Quanto dedotto dal ricorrente non configura violazioni di diritto sostanziale presenti nella decisione impugnata, cosicchè il riferimento alle norme civili (artt. 1299 e 274 c.c.) risulta palesemente inconferente, giacchè quel che viene in discussione è unicamente il modo in cui la Corte di merito, cui competeva farlo, ha valutato le risultanze documentali acquisite agli atti.

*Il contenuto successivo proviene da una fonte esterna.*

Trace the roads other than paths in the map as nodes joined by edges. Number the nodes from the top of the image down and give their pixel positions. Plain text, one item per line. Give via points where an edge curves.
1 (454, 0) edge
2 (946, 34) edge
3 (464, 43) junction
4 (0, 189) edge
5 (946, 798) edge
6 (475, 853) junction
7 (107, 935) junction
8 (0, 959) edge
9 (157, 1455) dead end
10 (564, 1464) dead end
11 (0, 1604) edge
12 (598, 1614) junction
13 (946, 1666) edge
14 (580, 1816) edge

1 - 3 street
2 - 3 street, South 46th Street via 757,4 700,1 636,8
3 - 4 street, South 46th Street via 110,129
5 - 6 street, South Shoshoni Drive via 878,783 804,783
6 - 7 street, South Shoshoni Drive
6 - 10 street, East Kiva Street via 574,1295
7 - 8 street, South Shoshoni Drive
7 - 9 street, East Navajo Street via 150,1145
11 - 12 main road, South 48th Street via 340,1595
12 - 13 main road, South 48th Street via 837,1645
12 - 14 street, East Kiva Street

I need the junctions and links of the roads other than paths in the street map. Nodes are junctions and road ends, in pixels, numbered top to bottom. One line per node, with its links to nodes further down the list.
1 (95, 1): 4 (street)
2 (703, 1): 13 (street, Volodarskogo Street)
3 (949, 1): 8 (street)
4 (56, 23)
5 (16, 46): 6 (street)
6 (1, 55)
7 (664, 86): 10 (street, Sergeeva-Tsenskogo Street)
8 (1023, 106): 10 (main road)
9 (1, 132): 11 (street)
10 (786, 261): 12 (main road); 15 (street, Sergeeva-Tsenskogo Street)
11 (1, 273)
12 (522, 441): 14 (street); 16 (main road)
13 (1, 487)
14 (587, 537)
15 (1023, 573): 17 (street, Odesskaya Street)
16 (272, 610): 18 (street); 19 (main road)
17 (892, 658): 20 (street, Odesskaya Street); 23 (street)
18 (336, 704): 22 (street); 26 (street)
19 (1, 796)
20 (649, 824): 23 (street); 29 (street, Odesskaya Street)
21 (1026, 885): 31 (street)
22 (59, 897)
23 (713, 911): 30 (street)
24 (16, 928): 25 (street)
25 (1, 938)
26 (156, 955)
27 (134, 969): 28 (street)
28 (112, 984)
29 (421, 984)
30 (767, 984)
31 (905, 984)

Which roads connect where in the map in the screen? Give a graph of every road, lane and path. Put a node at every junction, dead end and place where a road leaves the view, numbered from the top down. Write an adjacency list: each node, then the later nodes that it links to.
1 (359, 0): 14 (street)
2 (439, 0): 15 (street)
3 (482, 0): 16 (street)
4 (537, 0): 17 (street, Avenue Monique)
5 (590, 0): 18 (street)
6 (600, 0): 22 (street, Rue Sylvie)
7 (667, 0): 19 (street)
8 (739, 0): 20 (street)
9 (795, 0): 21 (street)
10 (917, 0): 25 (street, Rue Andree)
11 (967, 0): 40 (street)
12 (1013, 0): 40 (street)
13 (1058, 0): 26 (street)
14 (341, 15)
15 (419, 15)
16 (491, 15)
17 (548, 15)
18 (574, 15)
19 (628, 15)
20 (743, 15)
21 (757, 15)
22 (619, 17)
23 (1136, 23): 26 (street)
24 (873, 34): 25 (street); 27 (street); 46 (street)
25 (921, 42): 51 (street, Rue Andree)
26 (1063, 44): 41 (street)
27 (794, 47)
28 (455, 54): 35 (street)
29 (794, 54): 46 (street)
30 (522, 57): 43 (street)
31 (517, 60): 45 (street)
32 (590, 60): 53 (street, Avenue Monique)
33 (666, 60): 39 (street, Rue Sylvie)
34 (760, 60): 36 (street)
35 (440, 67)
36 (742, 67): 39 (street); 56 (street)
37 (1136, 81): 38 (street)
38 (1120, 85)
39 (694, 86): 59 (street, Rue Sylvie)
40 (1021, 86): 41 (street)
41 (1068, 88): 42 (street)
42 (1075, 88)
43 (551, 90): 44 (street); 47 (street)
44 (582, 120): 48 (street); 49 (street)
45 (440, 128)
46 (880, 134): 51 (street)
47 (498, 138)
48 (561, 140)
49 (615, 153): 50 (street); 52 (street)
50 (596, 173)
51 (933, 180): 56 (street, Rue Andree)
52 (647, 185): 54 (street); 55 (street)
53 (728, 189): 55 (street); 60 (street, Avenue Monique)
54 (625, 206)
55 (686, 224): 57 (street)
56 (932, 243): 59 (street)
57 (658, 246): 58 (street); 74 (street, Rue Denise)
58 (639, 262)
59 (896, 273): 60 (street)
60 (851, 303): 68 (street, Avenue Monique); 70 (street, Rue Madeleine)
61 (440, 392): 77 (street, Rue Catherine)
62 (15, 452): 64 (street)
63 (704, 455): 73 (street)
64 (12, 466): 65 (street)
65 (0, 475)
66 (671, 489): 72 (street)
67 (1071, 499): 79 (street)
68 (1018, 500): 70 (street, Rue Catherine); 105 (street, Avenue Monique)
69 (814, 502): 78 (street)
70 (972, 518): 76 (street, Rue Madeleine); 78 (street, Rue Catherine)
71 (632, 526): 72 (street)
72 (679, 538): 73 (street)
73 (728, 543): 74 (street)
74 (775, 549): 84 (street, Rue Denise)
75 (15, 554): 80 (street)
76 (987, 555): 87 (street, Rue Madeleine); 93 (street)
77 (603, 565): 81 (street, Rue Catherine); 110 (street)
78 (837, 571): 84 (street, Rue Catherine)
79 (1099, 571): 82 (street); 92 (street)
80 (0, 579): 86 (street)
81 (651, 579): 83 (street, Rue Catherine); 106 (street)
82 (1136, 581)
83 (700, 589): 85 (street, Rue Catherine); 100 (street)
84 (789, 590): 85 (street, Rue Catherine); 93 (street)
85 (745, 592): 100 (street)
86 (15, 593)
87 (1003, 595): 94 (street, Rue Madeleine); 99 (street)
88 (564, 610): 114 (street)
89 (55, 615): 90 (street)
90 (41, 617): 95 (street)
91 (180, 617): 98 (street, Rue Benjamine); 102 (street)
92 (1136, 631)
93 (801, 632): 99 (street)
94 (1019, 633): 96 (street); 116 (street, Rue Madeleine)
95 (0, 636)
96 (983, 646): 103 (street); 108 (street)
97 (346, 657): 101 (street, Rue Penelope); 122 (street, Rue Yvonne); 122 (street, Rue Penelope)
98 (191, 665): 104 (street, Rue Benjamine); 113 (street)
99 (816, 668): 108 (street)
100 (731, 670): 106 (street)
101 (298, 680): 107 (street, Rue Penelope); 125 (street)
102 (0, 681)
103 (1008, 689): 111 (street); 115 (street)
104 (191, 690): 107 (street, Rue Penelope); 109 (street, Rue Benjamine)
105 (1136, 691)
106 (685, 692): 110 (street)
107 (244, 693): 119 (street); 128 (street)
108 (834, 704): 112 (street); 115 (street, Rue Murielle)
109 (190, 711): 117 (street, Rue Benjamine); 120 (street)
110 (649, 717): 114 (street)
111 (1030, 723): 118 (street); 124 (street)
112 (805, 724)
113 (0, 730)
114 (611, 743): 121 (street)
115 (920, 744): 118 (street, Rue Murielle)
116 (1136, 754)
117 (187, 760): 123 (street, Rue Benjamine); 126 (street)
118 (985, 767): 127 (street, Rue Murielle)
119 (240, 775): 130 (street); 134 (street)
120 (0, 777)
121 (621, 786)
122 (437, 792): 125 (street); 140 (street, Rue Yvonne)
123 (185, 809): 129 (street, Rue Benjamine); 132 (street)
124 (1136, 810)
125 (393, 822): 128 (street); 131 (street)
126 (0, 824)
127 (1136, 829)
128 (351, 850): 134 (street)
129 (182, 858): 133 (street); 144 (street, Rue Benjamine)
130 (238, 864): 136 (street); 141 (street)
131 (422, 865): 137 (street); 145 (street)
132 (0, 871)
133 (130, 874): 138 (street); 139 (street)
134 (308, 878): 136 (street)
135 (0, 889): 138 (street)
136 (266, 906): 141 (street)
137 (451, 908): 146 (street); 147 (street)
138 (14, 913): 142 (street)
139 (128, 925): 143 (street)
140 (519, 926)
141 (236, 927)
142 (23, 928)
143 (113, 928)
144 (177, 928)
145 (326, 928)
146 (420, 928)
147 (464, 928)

Si è trattato, dunque, di una valutazione di merito, come tale di stretta competenza della Corte territoriale, che il riferimento alla documentazione prodotta rende adeguatamente motivata.

In relazione poi al lamentato mancato accertamento delle rispettive condizioni economiche delle parti e dei bisogni del minore, la Corte d’appello ha evidenziato che sulla somma pretesa dalla P. a titolo di rimborso non era stata sollevata alcuna censura, mentre l’assegno di mantenimento fissato per il futuro (in Euro 250,00 mensili) corrispondeva al minimo necessario per il soddisfacimento delle esigenze primarie di vita del minore.

Sulla prima parte non vi è specifico motivo di censura.

Va qui poi ribadito che “in materia di mantenimento del figlio naturale, nel caso in cui non sia possibile pervenire ad una esatta determinazione dell’importo dovuto a titolo di rimborso in favore del genitore che ha provveduto al mantenimento del figlio fin dalla nascita, è legittimo il ricorso all’equità, trattandosi di criterio di valutazione del pregiudizio anche per i crediti di natura indennitaria” (Cass. 3991/2010), il tutto in relazione alla capacità reddituale del genitore.

8. Il settimo motivo è assorbito, in quanto formulato sul presupposto dell’accoglimento delle pregresse doglianze.

9. L’ottava censura è inammissibile.

Il ricorrente svolge doglianza in ordine alla mancata applicazione, ai sensi dell’art. 130 T.U.S.G., della riduzione alla metà dell’importo delle spese liquidate, essendo stata la P. ammessa al patrocinio a favore dello Stato.

A prescindere dal rilievo della Corte di merito, in ordine all’implicita rinuncia al patrocinio da parte del difensore che, qualificatosi antistatario, abbia chiesto la distrazione delle spese in proprio favore (la Corte, peraltro, poi non ha concesso la distrazione delle spese), ratio decidendi questa non toccata dalla censura in esame, va ribadito che “la parte non ammessa al patrocinio spese dello Stato che sia stata condannata, all’esito del giudizio, al pagamento delle spese di lite direttamente in favore della parte ammessa al beneficio non può contestarne la quantificazione, sul presupposto che l’Erario erogherebbe alla parte beneficiata un importo inferiore a quello liquidato, giusta la disposizione del D.P.R. n. 115 del 2002, artt. 82 e 130 attesa l’indipendenza dei due rapporti rispettivamente esistenti, il primo, tra le parti del giudizio e regolato dalla sentenza che lo conclude, ed il secondo, tra la parte ammessa al beneficio e lo Stato, disciplinato dal citato decreto e caratterizzato dal diritto di rivalsa, esercitabile dall’Erario nelle forme e nei casi di cui ai successivi artt. 133 e 134” (Cass. 18223/2020).

10. Per tutto quanto sopra esposto, va respinto il ricorso.

Le spese, liquidate come in dispositivo seguono la soccombenza.

Ai sensi del D.P.R. n. 115 del 2002, art. 13, comma 1 quater, si dà atto che il processo risulta esente.

PQM

La Corte respinge il ricorso; condanna il ricorrente al pagamento delle spese processuali del presente giudizio di legittimità, liquidate in complessivi Euro 6.000,00,00, a titolo di compensi, oltre Euro 200,00 per esborsi, nonchè al rimborso forfetario delle spese generali, nella misura del 15%, ed agli accessori di legge.

Dispone che, ai sensi del D.Lgs. n. 198 del 2003, art. 52, siano omessi le generalità e gli altri dati identificativi, in caso di diffusione del presente provvedimento.

Così deciso in Roma, nella camera di consiglio, il 18 gennaio 2021.